Motherland: Sparkling wine o’clock wit from Sharon Horgan

TV review: Beleaguered parents will enjoy putting up their feet and draining every drop

It’s a little over a week since Anna Maxwell Martin’s Patricia Carmichael was fixing her laser glare at Ted Hastings on Line of Duty. So a degree of readjustment is required – on her part and ours – as the actress returns as embattled mum Julia in series three of Sharon Horgan’s Motherland (BBC Two, 9pm).

Motherland’s genius idea is to take the soap opera that is the daily gauntlet run at the school gates and expand it into a sit-com. And just as everybody is a bent copper on Line of Duty here almost every character is a fed-up mother (with one or two novelty stay-at-home dads).

Horgan co-created the show and is part of the writing team.
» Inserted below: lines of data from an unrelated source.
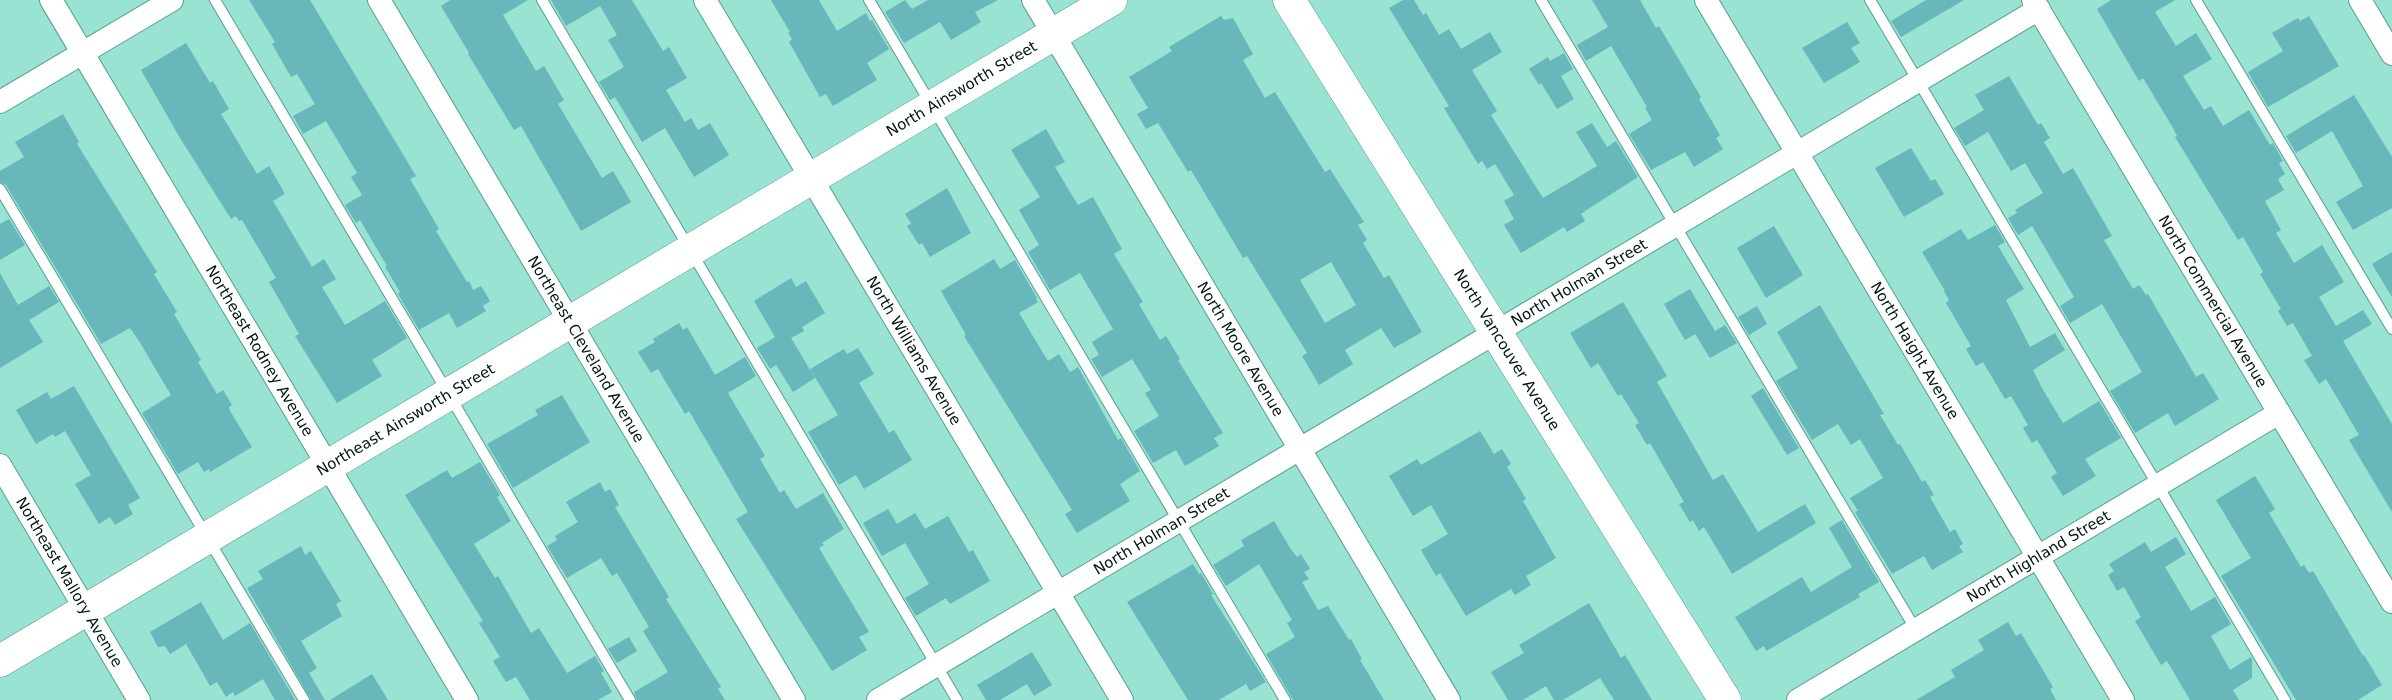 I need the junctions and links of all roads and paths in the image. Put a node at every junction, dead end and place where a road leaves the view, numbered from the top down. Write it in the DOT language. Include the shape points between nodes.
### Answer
graph roads {
  1 [pos="51,0"];
  2 [pos="172,0"];
  3 [pos="215,0"];
  4 [pos="378,0"];
  5 [pos="542,0"];
  6 [pos="705,0"];
  7 [pos="869,0"];
  8 [pos="1033,0"];
  9 [pos="1112,0"];
  10 [pos="1289,0"];
  11 [pos="1541,0"];
  12 [pos="1706,0"];
  13 [pos="1870,0"];
  14 [pos="2196,0"];
  15 [pos="2360,0"];
  16 [pos="2036,5"];
  17 [pos="1053,34"];
  18 [pos="83,53"];
  19 [pos="2392,54"];
  20 [pos="1918,81"];
  21 [pos="0,102"];
  22 [pos="932,106"];
  23 [pos="1797,153"];
  24 [pos="811,178"];
  25 [pos="0,189"];
  26 [pos="1676,226"];
  27 [pos="692,250"];
  28 [pos="571,321"];
  29 [pos="2392,329"];
  30 [pos="1496,333"];
  31 [pos="449,394"];
  32 [pos="2279,413"];
  33 [pos="1300,449"];
  34 [pos="0,465"];
  35 [pos="328,465"];
  36 [pos="2158,485"];
  37 [pos="1179,521"];
  38 [pos="208,537"];
  39 [pos="2038,558"];
  40 [pos="1058,593"];
  41 [pos="2392,602"];
  42 [pos="86,610"];
  43 [pos="1916,630"];
  44 [pos="0,661"];
  45 [pos="937,665"];
  46 [pos="140,700"];
  47 [pos="304,700"];
  48 [pos="467,700"];
  49 [pos="630,700"];
  50 [pos="794,700"];
  51 [pos="878,700"];
  52 [pos="957,700"];
  53 [pos="1122,700"];
  54 [pos="1285,700"];
  55 [pos="1449,700"];
  56 [pos="1725,700"];
  57 [pos="1798,700"];
  58 [pos="2123,700"];
  59 [pos="2285,700"];
  1 -- 18 [label="street, Northeast Rodney Avenue"];
  2 -- 18 [label="street"];
  3 -- 31 [label="lane"];
  4 -- 28 [label="street, Northeast Cleveland Avenue"];
  5 -- 27 [label="lane"];
  6 -- 24 [label="street, North Williams Avenue"];
  7 -- 22 [label="lane"];
  8 -- 17 [label="street, North Moore Avenue"];
  9 -- 17 [label="street, North Ainsworth Street"];
  10 -- 30 [label="street, North Vancouver Avenue"];
  11 -- 26 [label="lane"];
  12 -- 23 [label="street, North Haight Avenue"];
  13 -- 20 [label="lane"];
  14 -- 29 [label="lane"];
  15 -- 19 [label="street"];
  16 -- 20 [label="street, North Holman Street"];
  16 -- 32 [label="street, North Commercial Avenue"];
  17 -- 22 [label="street, North Ainsworth Street"];
  17 -- 33 [label="street, North Moore Avenue"];
  18 -- 21 [label="street"];
  18 -- 35 [label="street, Northeast Rodney Avenue"];
  20 -- 23 [label="street, North Holman Street"];
  20 -- 36 [label="lane"];
  22 -- 24 [label="street, North Ainsworth Street"];
  22 -- 37 [label="lane"];
  23 -- 26 [label="street, North Holman Street"];
  23 -- 39 [label="street, North Haight Avenue"];
  24 -- 27 [label="street, Northeast Ainsworth Street"];
  24 -- 40 [label="street, North Williams Avenue"];
  25 -- 38 [label="lane"];
  26 -- 30 [label="street, North Holman Street"];
  26 -- 43 [label="lane"];
  27 -- 28 [label="street, Northeast Ainsworth Street"];
  27 -- 45 [label="lane"];
  28 -- 31 [label="street, Northeast Ainsworth Street"];
  28 -- 50 [label="street, Northeast Cleveland Avenue"];
  30 -- 33 [label="street, North Holman Street"];
  30 -- 56 [label="street, North Vancouver Avenue"];
  31 -- 35 [label="street, Northeast Ainsworth Street"];
  31 -- 49 [label="lane"];
  32 -- 36 [label="street, North Highland Street"];
  32 -- 41 [label="street, North Commercial Avenue"];
  33 -- 37 [label="street, North Holman Street"];
  33 -- 55 [label="street, North Moore Avenue"];
  34 -- 42 [label="street, Northeast Mallory Avenue"];
  35 -- 38 [label="street, Northeast Ainsworth Street"];
  35 -- 48 [label="street, Northeast Rodney Avenue"];
  36 -- 39 [label="street, North Highland Street"];
  36 -- 59 [label="lane"];
  37 -- 40 [label="street, North Holman Street"];
  37 -- 54 [label="lane"];
  38 -- 42 [label="street, Northeast Ainsworth Street"];
  38 -- 47 [label="lane"];
  39 -- 43 [label="street, North Highland Street"];
  39 -- 58 [label="street, North Haight Avenue"];
  40 -- 45 [label="street, North Holman Street"];
  40 -- 53 [label="street, North Williams Avenue"];
  42 -- 44 [label="street, Northeast Ainsworth Street"];
  42 -- 46 [label="street, Northeast Mallory Avenue"];
  43 -- 57 [label="street, North Highland Street"];
  45 -- 51 [label="street, North Holman Street"];
  45 -- 52 [label="lane"];
}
And the new season twinkles with the switchblade wit that was a feature of her earlier hit, Catastrophe.

“What’s the female equivalent of a man-cave?” wonder mopey house-husband Kevin (Paul Ready). “Panic room?” shoots back Liz (Diane Morgan).


There’s also a nice pandemic in-joke – apparently we now live in the era of pandemic in-jokes – as the episode opens with a lecture about a lice infestation at the school. While the “nit curve” has plateaued, the teacher tells parents, any child found to be at an infected table will be required to isolate at home. A year ago that might not have been funny. Now it is. Maybe that’s what a light at the end a tunnel looks like

As with Catastrophe, Motherland is dark in places but gets away with it because it’s ferociously sharp. Julia is fed up having her mum live with her, Kevin’s wife wants a divorce, another mum has cancer.
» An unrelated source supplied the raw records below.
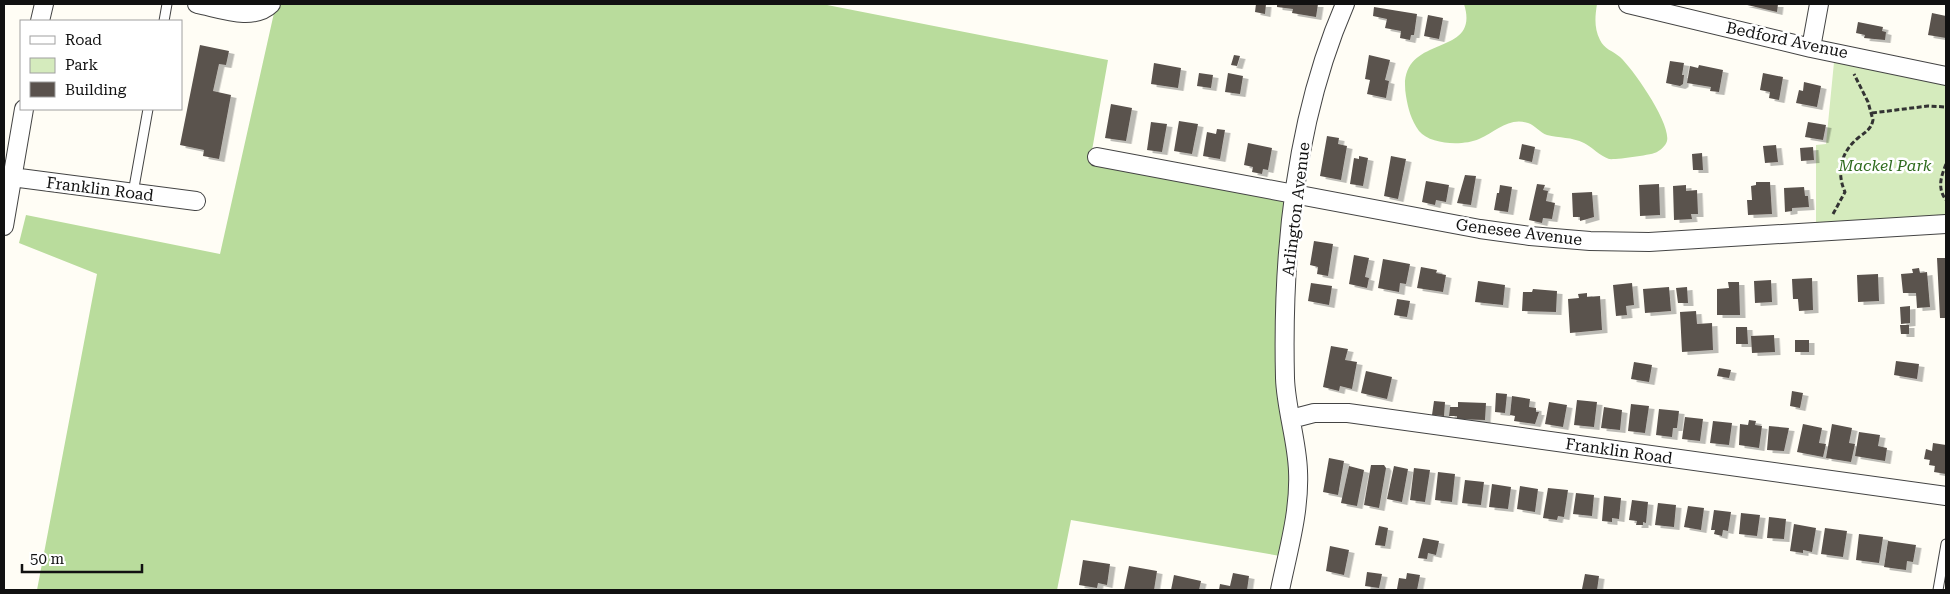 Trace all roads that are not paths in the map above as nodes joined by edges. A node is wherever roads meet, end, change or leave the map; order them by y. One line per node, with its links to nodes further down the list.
1 (44, 4): 8 (street)
2 (167, 4): 9 (lane)
3 (201, 4): 4 (street)
4 (271, 4)
5 (1346, 4): 17 (street, Arlington Avenue)
6 (1628, 4): 10 (street, Bedford Avenue)
7 (1819, 4): 10 (street)
8 (40, 20)
9 (164, 20)
10 (1811, 48): 11 (street, Bedford Avenue)
11 (1946, 76)
12 (24, 110): 15 (street)
13 (148, 110): 16 (lane)
14 (1096, 157): 17 (street, Genesee Avenue)
15 (8, 177): 16 (street, Franklin Road); 20 (street)
16 (132, 193): 18 (street, Franklin Road)
17 (1295, 195): 19 (street, Genesee Avenue); 21 (street, Arlington Avenue)
18 (196, 201)
19 (1946, 224)
20 (4, 226)
21 (1291, 419): 22 (street, Franklin Road); 24 (street, Arlington Avenue)
22 (1946, 496)
23 (1946, 544): 25 (lane)
24 (1280, 590)
25 (1938, 590)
There’s also a character played by Mayo actress Philippa Dunne. And Motherland very nearly makes a joke about British attitudes towards Irish people, when alpha mum Amanda (Lucy Punch) reveals that she’s always assumed Anne (Dunne) had worked at sausage roll emporium Greggs.

“I was head of product development Glaxo Smithkline worldwide,” says Anne. “I don’t think I’ve been to Greggs – maybe once or twice as a customer.”

Yet Motherland really has no wider point beyond acknowledging parenthood is all-consuming and entirely lacking in glamour and that, if you haven’t got a sense of humour, how could you possibly cope?

That isn’t the chirpiest message, but the gags flow so freely and hit the target so often, that the aura of overwhelming despair soon fades. This is the light entertainment equivalent of wine o’clock and beleaguered parents will enjoy putting up their feet and draining every drop.